Friday, September 5, 2008

Mozart Rawks!

Seriously, I couldn't make this stuff up, even if I tried. But then, the writing was on the wall all along so I shouldn't be suprised.

- Edward

Mozart and Metallica fans kindred spirits

LONDON (AFP) — Heavy metal fans and lovers of classical music have more in common than they like to think, according to research published Friday by a university in Edinburgh.

Although fans of bands like Metallica are traditionally portrayed as work-shy, long-haired students and lovers of Mozart are seen as sober and hard-working, researchers found that both music types attract creative people who are at ease with themselves but can be introverted.

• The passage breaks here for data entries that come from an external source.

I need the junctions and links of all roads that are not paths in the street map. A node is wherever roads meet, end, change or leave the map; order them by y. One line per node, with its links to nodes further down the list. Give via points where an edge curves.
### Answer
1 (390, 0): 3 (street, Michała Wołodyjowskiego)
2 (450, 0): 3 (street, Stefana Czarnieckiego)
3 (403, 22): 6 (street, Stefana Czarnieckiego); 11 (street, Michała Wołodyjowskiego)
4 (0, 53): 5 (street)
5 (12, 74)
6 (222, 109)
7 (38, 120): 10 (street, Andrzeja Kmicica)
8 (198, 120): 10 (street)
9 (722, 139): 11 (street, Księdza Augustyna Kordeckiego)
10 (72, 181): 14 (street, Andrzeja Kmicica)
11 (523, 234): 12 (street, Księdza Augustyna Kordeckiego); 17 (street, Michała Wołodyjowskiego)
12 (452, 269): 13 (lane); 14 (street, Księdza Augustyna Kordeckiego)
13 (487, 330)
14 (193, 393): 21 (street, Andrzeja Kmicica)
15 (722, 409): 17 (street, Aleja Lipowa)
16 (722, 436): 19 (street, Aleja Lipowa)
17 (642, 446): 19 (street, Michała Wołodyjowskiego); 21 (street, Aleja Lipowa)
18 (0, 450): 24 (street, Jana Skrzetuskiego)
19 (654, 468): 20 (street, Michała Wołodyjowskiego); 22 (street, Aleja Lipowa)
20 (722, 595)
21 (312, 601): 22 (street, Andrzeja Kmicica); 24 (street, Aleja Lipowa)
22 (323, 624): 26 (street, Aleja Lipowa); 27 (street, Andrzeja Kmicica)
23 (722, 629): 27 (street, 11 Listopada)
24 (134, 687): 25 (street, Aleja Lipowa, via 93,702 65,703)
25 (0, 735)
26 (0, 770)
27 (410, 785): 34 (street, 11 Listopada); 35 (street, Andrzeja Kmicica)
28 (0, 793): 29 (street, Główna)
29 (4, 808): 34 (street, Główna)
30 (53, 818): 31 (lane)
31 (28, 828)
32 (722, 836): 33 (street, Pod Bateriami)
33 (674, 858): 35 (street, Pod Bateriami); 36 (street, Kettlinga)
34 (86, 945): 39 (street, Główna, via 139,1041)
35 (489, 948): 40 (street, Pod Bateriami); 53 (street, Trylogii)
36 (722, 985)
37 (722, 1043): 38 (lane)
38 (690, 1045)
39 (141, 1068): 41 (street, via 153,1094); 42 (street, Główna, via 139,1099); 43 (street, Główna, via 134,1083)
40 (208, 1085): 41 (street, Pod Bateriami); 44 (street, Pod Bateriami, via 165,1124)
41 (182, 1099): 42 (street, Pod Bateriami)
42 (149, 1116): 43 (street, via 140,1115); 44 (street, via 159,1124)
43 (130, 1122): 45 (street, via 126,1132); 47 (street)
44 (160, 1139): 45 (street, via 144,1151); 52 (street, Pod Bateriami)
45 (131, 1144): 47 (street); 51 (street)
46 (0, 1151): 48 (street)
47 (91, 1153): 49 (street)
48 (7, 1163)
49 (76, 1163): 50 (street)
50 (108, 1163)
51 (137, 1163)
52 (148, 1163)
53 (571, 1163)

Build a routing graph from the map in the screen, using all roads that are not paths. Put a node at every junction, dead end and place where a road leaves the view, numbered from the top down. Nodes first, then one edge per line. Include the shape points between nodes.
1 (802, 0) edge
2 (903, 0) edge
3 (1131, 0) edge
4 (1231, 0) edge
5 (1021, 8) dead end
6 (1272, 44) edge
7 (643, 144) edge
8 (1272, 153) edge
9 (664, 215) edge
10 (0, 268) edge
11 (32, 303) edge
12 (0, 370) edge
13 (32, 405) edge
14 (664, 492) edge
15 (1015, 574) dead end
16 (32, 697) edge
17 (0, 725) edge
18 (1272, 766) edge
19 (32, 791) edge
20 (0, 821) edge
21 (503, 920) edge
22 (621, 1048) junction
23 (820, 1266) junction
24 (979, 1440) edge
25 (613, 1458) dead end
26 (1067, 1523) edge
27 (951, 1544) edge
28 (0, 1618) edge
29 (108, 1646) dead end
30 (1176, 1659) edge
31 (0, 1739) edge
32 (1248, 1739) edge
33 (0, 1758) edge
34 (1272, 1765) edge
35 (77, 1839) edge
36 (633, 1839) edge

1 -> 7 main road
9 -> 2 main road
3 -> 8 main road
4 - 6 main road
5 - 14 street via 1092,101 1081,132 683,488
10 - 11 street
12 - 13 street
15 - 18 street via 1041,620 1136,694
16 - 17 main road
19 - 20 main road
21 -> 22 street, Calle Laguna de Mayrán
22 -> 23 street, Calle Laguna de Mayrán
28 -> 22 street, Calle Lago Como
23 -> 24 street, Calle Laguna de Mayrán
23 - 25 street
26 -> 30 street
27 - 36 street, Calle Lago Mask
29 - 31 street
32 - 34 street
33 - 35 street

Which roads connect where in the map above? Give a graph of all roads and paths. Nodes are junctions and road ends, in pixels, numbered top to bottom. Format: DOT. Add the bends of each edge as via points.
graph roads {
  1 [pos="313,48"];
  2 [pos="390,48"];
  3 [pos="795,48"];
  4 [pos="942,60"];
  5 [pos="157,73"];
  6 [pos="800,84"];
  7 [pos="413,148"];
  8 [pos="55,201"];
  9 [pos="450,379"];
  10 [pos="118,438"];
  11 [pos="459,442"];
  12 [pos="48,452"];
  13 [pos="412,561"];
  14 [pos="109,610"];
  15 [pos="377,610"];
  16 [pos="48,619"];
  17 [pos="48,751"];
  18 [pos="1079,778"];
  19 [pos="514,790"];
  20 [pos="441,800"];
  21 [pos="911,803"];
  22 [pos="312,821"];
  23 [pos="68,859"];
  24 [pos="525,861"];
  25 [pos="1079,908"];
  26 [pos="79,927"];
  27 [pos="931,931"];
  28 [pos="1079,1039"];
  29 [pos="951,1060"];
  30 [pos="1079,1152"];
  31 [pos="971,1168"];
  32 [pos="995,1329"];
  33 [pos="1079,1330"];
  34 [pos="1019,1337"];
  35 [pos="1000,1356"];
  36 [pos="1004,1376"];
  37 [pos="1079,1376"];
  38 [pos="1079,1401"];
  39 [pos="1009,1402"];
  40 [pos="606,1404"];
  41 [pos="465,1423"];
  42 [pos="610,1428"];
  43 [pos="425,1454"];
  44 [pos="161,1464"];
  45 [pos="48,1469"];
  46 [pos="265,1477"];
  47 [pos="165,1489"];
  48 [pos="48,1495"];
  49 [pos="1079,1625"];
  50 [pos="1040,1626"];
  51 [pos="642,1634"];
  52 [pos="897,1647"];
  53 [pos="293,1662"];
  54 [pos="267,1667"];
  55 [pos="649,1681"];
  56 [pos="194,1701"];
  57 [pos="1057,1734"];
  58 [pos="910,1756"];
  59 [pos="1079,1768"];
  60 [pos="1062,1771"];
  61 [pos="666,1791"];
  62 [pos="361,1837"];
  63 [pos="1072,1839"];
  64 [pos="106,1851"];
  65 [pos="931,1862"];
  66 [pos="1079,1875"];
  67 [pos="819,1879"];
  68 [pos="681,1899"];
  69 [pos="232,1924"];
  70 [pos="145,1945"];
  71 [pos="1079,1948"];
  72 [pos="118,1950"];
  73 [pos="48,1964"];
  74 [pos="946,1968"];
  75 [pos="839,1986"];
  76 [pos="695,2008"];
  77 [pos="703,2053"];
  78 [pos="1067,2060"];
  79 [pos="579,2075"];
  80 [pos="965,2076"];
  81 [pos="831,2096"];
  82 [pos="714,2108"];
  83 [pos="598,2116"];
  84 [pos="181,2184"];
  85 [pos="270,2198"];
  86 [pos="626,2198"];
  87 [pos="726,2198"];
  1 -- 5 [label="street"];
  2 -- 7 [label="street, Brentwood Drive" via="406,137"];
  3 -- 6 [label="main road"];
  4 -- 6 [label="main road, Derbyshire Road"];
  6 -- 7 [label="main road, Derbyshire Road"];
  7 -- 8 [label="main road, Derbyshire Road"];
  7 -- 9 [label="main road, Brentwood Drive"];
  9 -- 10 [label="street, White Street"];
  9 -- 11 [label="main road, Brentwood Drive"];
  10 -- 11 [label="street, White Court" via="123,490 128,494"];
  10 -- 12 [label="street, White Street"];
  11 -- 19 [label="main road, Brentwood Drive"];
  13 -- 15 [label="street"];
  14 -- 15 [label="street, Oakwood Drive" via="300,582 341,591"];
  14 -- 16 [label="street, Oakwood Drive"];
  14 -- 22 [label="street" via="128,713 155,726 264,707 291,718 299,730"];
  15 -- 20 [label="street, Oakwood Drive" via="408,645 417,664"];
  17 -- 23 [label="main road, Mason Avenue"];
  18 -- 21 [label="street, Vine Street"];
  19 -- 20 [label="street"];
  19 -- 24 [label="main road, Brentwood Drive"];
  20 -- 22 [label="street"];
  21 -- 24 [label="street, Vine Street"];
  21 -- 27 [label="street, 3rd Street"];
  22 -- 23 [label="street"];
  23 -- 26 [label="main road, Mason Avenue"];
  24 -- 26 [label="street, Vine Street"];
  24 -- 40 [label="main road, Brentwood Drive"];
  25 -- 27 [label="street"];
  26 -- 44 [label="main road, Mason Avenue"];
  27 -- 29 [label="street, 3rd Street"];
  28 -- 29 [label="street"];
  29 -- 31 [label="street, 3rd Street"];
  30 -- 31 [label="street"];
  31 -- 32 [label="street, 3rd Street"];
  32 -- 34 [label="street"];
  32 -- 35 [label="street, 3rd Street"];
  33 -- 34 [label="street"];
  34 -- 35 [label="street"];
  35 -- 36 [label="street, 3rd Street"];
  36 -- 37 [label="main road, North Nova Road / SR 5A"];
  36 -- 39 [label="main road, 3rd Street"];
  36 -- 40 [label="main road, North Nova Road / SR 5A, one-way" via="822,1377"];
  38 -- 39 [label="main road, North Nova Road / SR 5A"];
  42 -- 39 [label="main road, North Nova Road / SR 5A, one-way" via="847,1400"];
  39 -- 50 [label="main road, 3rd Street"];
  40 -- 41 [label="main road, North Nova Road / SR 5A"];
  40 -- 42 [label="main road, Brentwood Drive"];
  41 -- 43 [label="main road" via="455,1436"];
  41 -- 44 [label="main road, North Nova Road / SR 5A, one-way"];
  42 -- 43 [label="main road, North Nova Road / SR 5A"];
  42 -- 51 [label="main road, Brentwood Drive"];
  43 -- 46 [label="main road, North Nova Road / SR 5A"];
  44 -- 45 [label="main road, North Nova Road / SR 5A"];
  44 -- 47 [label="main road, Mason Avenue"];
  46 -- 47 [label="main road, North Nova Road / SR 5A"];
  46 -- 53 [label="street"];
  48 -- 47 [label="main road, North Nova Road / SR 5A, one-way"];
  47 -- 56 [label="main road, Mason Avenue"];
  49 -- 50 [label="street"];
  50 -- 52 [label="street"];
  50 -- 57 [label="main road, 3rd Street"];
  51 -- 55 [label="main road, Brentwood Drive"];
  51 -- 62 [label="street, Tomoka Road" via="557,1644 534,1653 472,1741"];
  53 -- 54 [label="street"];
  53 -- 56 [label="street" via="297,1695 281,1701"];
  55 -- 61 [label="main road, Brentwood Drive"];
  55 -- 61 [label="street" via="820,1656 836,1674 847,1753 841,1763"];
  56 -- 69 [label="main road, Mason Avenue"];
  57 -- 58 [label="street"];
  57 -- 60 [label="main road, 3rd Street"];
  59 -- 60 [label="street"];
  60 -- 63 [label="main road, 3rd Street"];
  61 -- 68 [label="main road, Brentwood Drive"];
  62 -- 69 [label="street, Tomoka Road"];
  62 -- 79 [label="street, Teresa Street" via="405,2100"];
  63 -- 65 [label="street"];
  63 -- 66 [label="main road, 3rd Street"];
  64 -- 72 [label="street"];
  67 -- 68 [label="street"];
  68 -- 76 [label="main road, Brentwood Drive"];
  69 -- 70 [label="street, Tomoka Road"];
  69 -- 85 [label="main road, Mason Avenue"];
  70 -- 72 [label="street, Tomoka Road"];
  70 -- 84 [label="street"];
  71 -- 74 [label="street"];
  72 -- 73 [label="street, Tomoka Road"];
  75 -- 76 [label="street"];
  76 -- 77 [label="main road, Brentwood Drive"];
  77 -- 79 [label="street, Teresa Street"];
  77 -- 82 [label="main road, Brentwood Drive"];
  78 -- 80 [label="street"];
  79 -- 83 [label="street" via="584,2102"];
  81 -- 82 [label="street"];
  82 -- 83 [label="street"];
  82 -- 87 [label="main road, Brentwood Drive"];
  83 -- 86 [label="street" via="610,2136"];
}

But classical music fans have high self-esteem while heavy rock fans lack self-belief, the team at Heriot-Watt University in Edinburgh found.

Indie music listeners lack self-esteem and lovers of pop music are uncreative, while country and western fans are hard-working and rap fans have an outgoing personality.

The three-year study on the links between personality and music taste was led by psychology professor Adrian North.

"We have always suspected a link between music taste and personality. This is the first time that we've been able to look at it in real detail. No-one has ever done this on this scale before," he said.

"People do actually define themselves through music and relate to other people through it but we haven't known in detail how music is connected to identity."

North added: "One of the most surprising things is the similarities between fans of classical music and heavy metal. They're both creative and at ease but not outgoing.

"The general public has held a stereotype of heavy metal fans being suicidally depressed and of being a danger to themselves and society in general. But they are quite delicate things."

The research could have many uses in marketing, the professor said.

"If you know a person's music preference you can tell what kind of person they are, who to sell to. There are obvious implications for the music industry who are worried about declining CD sales."

More than 36,000 people around the world took part in the research, making it the biggest survey of its kind ever conducted.

People were asked to rate 104 musical styles and were also questioned on their personality traits.